* [Work item] Only the number is needed: count the lines below that hold the string "Left".

* [Source material]
------------------------
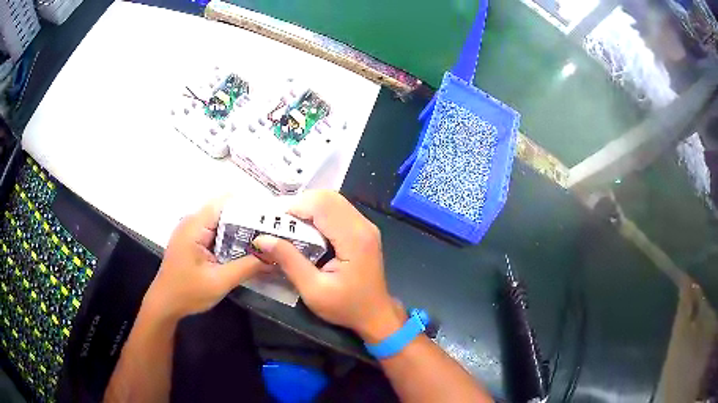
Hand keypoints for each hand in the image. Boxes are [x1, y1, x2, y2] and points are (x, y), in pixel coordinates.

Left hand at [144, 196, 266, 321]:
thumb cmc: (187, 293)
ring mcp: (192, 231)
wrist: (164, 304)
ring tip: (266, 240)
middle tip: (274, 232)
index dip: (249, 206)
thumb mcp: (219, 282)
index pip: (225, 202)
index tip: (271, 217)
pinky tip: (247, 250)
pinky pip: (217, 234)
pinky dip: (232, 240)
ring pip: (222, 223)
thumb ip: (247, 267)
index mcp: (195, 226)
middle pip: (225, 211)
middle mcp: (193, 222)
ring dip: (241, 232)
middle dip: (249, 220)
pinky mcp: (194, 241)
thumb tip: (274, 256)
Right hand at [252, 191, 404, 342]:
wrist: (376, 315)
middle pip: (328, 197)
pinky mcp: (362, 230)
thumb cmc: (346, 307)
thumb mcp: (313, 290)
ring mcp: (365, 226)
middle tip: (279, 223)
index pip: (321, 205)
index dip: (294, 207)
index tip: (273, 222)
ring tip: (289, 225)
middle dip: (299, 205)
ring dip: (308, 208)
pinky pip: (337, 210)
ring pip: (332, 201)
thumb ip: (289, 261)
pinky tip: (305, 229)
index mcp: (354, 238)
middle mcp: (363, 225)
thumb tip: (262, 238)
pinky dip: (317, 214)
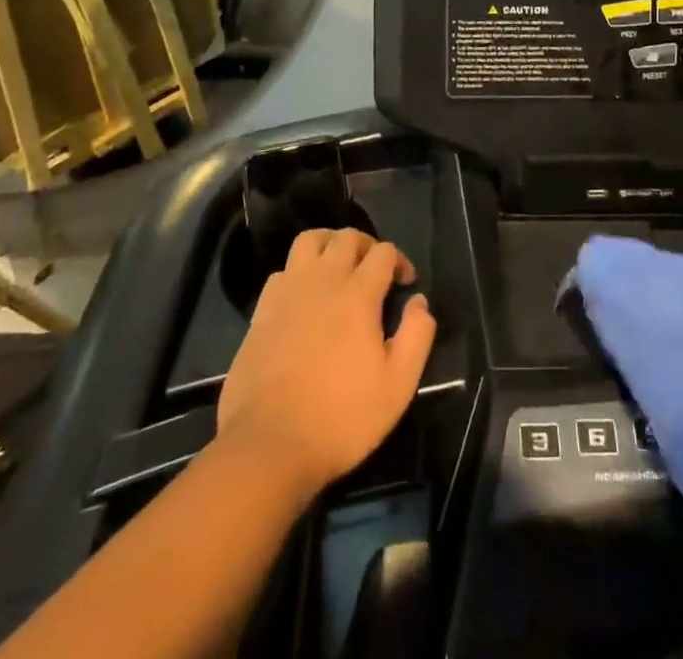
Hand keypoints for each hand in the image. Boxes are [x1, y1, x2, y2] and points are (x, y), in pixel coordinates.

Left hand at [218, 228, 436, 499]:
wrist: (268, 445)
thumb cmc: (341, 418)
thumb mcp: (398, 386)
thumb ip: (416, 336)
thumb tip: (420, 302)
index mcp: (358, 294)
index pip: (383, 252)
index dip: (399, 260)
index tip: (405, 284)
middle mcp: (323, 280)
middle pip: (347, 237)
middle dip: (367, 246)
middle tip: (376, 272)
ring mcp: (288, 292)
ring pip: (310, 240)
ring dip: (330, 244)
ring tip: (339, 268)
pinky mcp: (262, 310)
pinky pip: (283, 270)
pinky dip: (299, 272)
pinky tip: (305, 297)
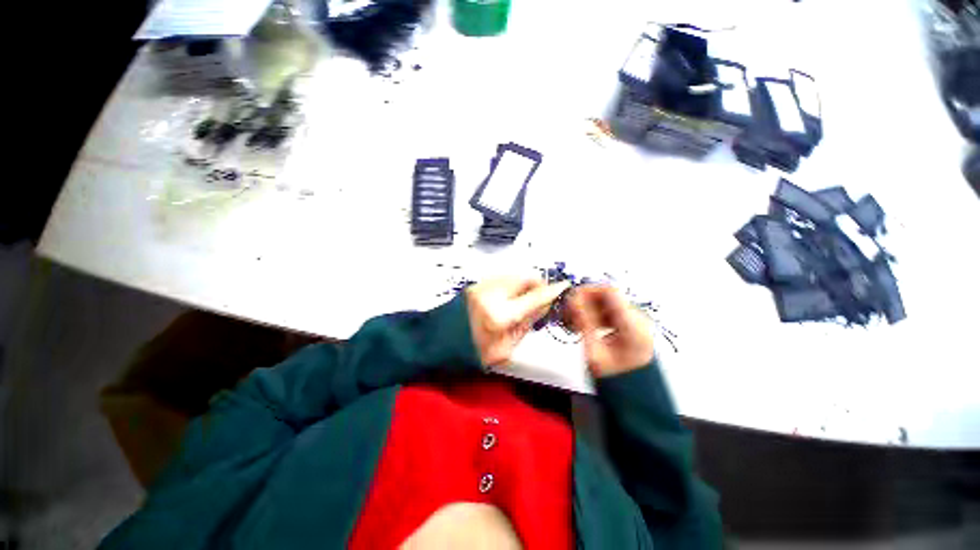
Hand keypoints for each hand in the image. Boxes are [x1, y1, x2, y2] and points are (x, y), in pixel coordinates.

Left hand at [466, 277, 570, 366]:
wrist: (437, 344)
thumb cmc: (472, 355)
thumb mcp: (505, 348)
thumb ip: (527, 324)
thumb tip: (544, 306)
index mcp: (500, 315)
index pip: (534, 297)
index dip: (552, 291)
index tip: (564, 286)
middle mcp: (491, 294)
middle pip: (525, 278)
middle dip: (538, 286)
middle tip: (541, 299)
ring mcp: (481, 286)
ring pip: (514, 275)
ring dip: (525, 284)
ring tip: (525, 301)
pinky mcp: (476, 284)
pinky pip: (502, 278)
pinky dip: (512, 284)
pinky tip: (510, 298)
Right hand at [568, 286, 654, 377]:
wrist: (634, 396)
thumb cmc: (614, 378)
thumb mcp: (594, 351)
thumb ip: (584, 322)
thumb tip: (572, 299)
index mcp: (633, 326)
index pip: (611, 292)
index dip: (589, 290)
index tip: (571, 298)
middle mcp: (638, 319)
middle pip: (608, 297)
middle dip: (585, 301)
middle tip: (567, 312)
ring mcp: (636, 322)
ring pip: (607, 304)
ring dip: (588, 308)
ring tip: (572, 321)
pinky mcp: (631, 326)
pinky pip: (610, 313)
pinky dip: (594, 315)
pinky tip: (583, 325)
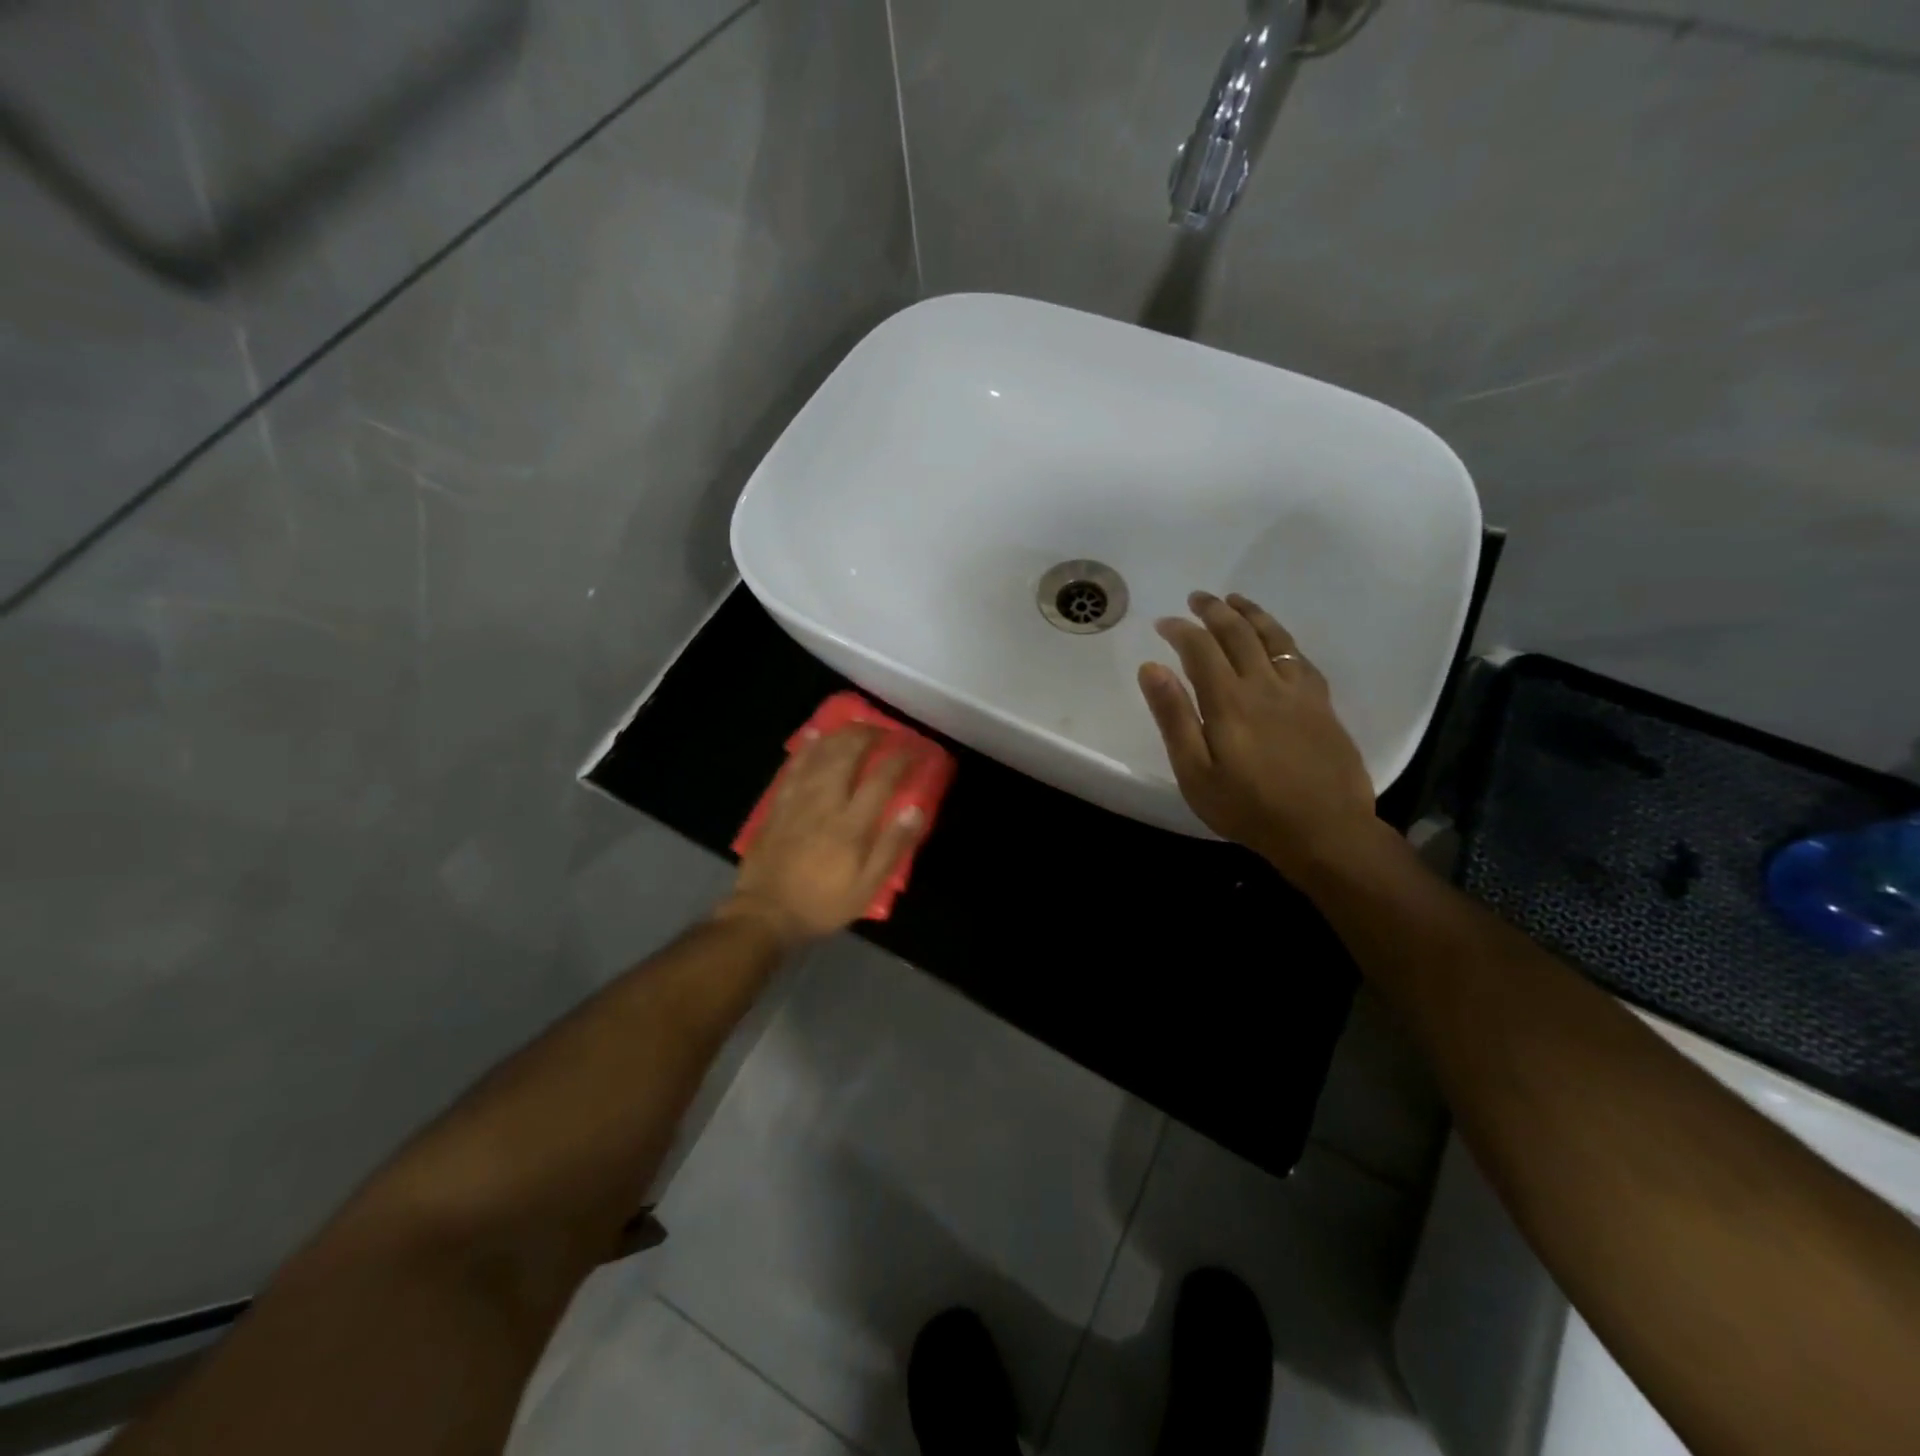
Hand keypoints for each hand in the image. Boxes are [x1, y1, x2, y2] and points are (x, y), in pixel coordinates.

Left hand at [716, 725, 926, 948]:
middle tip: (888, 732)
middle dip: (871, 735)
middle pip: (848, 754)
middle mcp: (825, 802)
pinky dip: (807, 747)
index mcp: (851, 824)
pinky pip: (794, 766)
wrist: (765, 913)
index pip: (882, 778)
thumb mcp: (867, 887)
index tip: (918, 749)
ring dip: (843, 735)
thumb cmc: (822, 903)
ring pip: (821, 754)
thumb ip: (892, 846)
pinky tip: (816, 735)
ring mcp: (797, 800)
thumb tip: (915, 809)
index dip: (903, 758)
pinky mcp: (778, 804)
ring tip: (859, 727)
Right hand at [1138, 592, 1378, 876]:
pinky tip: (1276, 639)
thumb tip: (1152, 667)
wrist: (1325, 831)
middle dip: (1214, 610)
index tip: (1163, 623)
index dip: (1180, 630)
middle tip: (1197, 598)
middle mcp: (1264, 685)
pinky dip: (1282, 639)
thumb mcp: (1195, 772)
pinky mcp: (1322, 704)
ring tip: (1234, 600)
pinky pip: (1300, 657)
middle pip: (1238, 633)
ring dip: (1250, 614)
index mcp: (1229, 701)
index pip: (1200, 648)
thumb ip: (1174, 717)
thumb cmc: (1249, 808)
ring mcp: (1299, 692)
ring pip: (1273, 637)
------------------------
* [Answer to the problem] 4